Plus a dynamic truncation in buildPrompt() that uses the available tokens for the actual transcript:

let availableTokens = max(1_500, contextTokens - 1200)  // 1200 reserves for template + output
let maxChars = Int(Double(availableTokens) * 3.5)        // ~3.5 chars/token (mixed languages)

The contextWindow(for:) function lives in SummaryModelManager.swift and knows every recommended model's true context window, with a heuristic fallback for user-pulled models:

static func contextWindow(for modelName: String) -> Int {
    if let known = recommendedModels.first(where: { $0.name == modelName }) {
        return known.contextTokens
    }
    let lower = modelName.lowercased()
    if lower.contains("gemma4") || lower.contains("llama3.2") { return 131_072 }
    if lower.contains("qwen2.5") || lower.contains("qwen3")  { return 32_768 }
    return 8_192   // Conservative fallback, still 4x Ollama's default.
}

Benchmark — how dramatic is "before" vs "after"?

I built a benchmark harness (scripts/benchmark_models.sh) that runs any installed Ollama model at any num_ctx against a fixed transcript and records wall-clock latency, tokens per second, and the raw summary text. The transcript (benchmarks/synthetic-transcript.md) is a fully fictional 60-minute all-hands meeting for an invented company called Atlas Robotics — no real meeting data is committed to the repository.

The transcript contains five segments, each with specific, distinct content:

Segment 1 (CEO opening): Q2 ARR $4.2M, headcount 47, new VP Engineering Marcus Reyes, Cambridge office move
Segment 2 (Engineering): Project Lighthouse launch July 15, 3x perception perf improvement, 5 named hires, tech debt items
Segment 3 (Product): Three new logos (Boeing, Amazon, FedEx), Toyota loss, pricing 15% increase, voice control + multi-robot roadmap
Segment 4 (CS): Renewal rate 94%, NPS 67, documentation overhaul, 2 SE hires
Segment 5 (Closing): Q3 priorities, Series B prep, Engineer of the Quarter (Priya Sharma), Q&A

A good summary should mention most of these.
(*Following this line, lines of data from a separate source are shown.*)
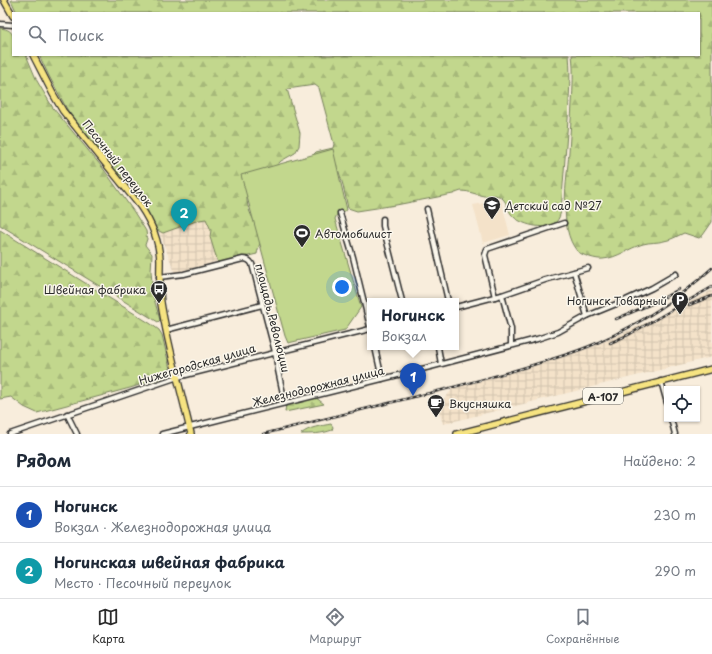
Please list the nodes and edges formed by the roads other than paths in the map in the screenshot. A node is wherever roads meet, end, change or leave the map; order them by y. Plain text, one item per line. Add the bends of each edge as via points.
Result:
1 (4, 0) edge
2 (12, 14) edge
3 (0, 24) edge
4 (12, 25) edge
5 (34, 56) edge
6 (428, 209) dead end
7 (340, 213) dead end
8 (383, 219) dead end
9 (564, 223) dead end
10 (588, 268) dead end
11 (574, 272) junction
12 (676, 274) dead end
13 (159, 277) junction
14 (502, 295) junction
15 (495, 297) junction
16 (401, 298) edge
17 (447, 298) edge
18 (262, 305) junction
19 (459, 306) edge
20 (367, 315) edge
21 (587, 316) junction
22 (367, 329) edge
23 (166, 330) junction
24 (511, 345) junction
25 (376, 350) edge
26 (439, 350) edge
27 (275, 352) junction
28 (441, 364) junction
29 (712, 368) edge
30 (178, 377) junction
31 (382, 379) junction
32 (661, 381) junction
33 (664, 392) edge
34 (285, 403) junction
35 (67, 414) junction
36 (672, 422) edge
37 (190, 427) junction
38 (10, 434) edge
39 (76, 434) edge
40 (162, 434) edge
41 (191, 434) edge
42 (457, 434) edge
43 (675, 434) edge

1 - 2 main road
3 - 4 street
5 - 13 main road, Песочный переулок via 63,110 146,214 158,244
6 - 17 street
7 - 20 street
8 - 16 street
9 - 15 street via 486,251
10 - 11 street
11 - 14 street
11 - 21 street
12 - 21 street, Железнодорожная улица via 652,288
13 - 18 street, площадь Революции via 184,274 243,259 249,260
13 - 23 main road, Песочный переулок
14 - 15 street
14 - 24 street via 511,329
15 - 19 street
18 - 23 street
18 - 27 street, площадь Революции
21 - 24 street, Железнодорожная улица via 558,332
22 - 27 street, Нижегородская улица
23 - 30 main road, Песочный переулок
24 - 28 street, Железнодорожная улица
25 - 31 street
26 - 28 street
27 - 30 street, Нижегородская улица
27 - 34 street, площадь Революции
28 - 31 street, Железнодорожная улица
29 - 32 main road, А-107
30 - 35 street, Нижегородская улица
30 - 37 main road, Песочный переулок
31 - 34 street, Железнодорожная улица
32 - 33 street
32 - 42 main road, А-107
34 - 37 street, Железнодорожная улица
35 - 38 street, Нижегородская улица
35 - 39 street
36 - 43 street
37 - 40 street, Железнодорожная улица
37 - 41 main road, Песочный переулок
A bad summary will only mention items from the segment that fits within num_ctx.

Model	num_ctx	Wall	tok/s	Output	Topics correctly captured
qwen2.5:3b	2048	15.2s	47.9	59	Only segment 5 (Q&A: RTO policy, interns, pricing)
gemma4:e2b	2048	106.9s¹	41.7	267	Hedged; flagged transcript as incomplete
qwen2.5:3b	32768	25.7s	39.3	222	ARR, Marcus joining, pricing; missed Lighthouse + logos
gemma4:e2b	32768	49.2s	27.1	752	ARR, three logos by name, Lighthouse + date, Series B, all action items

¹ Gemma 4's first invocation includes ~80s cold model load; subsequent runs are roughly half this wall clock.
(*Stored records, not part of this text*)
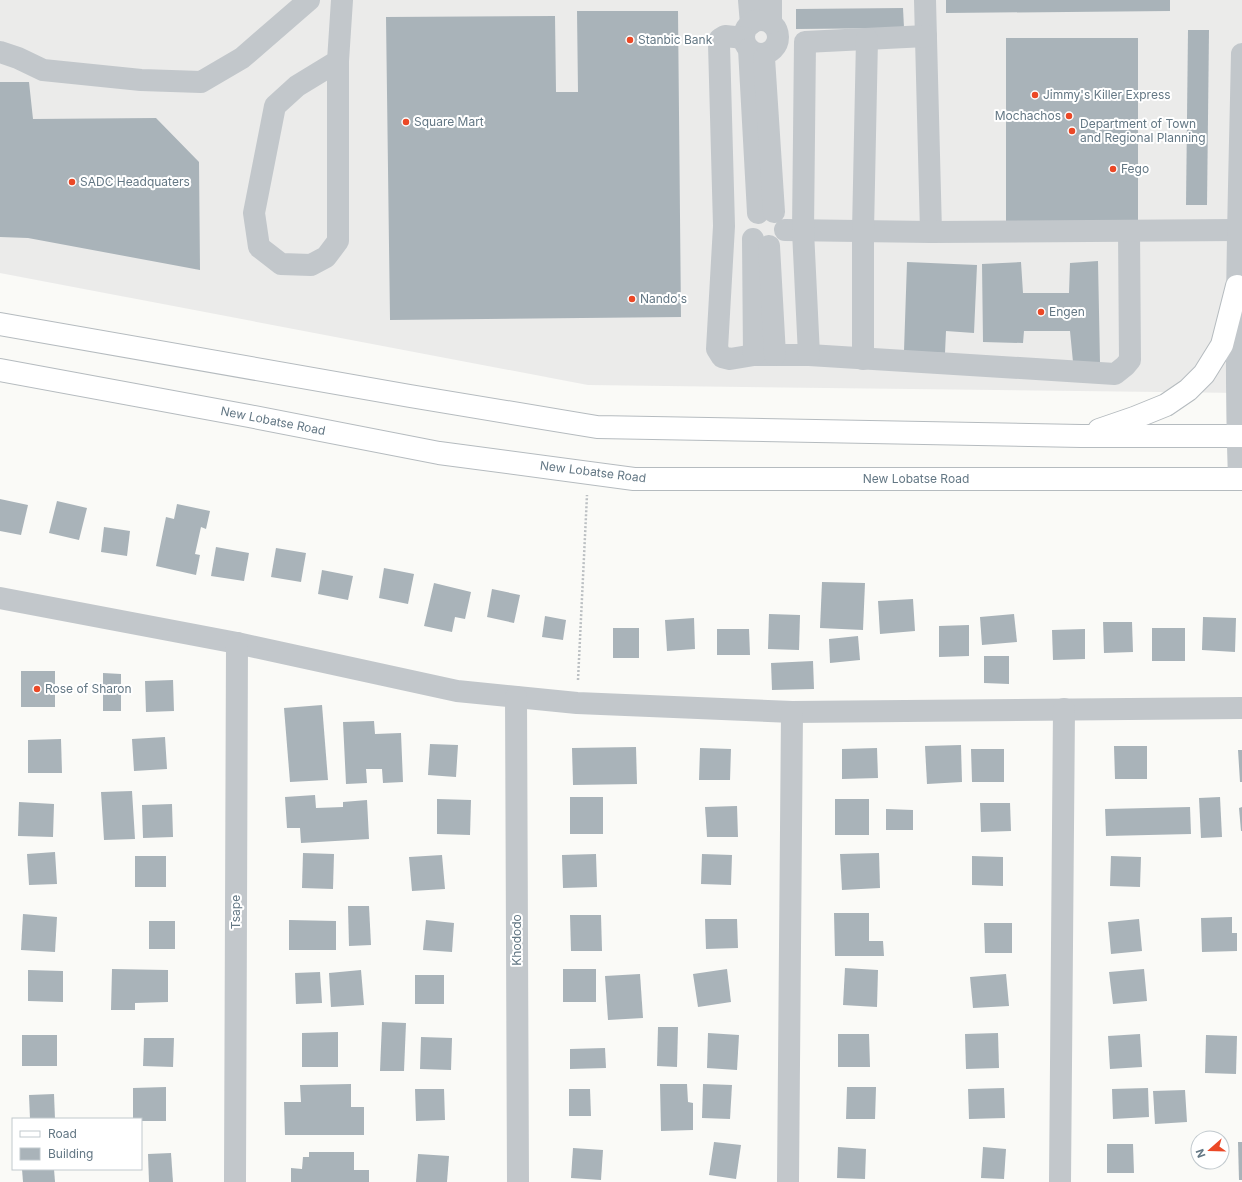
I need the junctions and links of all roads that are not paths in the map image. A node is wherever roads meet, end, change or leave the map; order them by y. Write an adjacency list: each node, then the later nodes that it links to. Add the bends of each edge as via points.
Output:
1 (308, 0): 10 (street, via 242,58 201,82 141,80 42,70)
2 (342, 0): 12 (street)
3 (749, 0): 7 (street)
4 (771, 0): 7 (street)
5 (925, 0): 6 (street)
6 (926, 36): 8 (street); 18 (street)
7 (760, 38): 9 (street); 13 (street, via 725,36 720,39 719,44); 14 (street)
8 (867, 39): 9 (street); 16 (street)
9 (805, 42): 14 (street)
10 (0, 52)
11 (1242, 54): 15 (street)
12 (338, 61): 12 (street, via 338,242 326,257 311,265 280,264 259,247 254,213 275,106 297,86)
13 (724, 226): 14 (street); 21 (street, via 717,349 722,357 730,359)
14 (770, 228): 16 (street); 21 (street); 22 (street)
15 (1238, 230): 17 (street); 19 (street)
16 (863, 231): 18 (street); 23 (street)
17 (1129, 231): 18 (street); 23 (street, via 1130,360 1115,374)
18 (931, 232)
19 (1237, 286): 25 (main road, via 1222,345 1204,374 1188,390 1166,405); 26 (street)
20 (0, 324): 25 (main road, via 597,427)
21 (764, 355): 22 (street)
22 (809, 355): 23 (street)
23 (863, 359)
24 (0, 370): 27 (main road, New Lobatse Road, via 439,453 634,479)
25 (1081, 436): 26 (main road)
26 (1240, 436): 27 (street)
27 (1241, 479)
28 (0, 598): 29 (street)
29 (238, 643): 30 (street, via 457,691); 34 (street, Tsape)
30 (516, 698): 33 (street); 35 (street, Khododo)
31 (1242, 708): 32 (street)
32 (1064, 709): 33 (street); 37 (street)
33 (792, 712): 36 (street)
34 (235, 1182)
35 (518, 1182)
36 (788, 1182)
37 (1060, 1182)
The qualitative story is what matters more than the raw numbers:

At num_ctx=2048 (Ollama's default that I was silently using), Qwen 2.5 confidently produced a wrong summary — listing the RTO policy Q&A as one of three "key points discussed" in a meeting where the actual headlines were $4.2M ARR, Project Lighthouse, and a Series B prep announcement. Gemma 4 detected the problem and pushed back.
At num_ctx=32768 (still well within both models' capabilities), Gemma 4 produced the most useful summary — mentioning Boeing, Amazon, and FedEx by name, Project Lighthouse with its July 15 launch date, and the Series B prep that was the most strategic item in the meeting. Qwen 2.5 at the same context missed those.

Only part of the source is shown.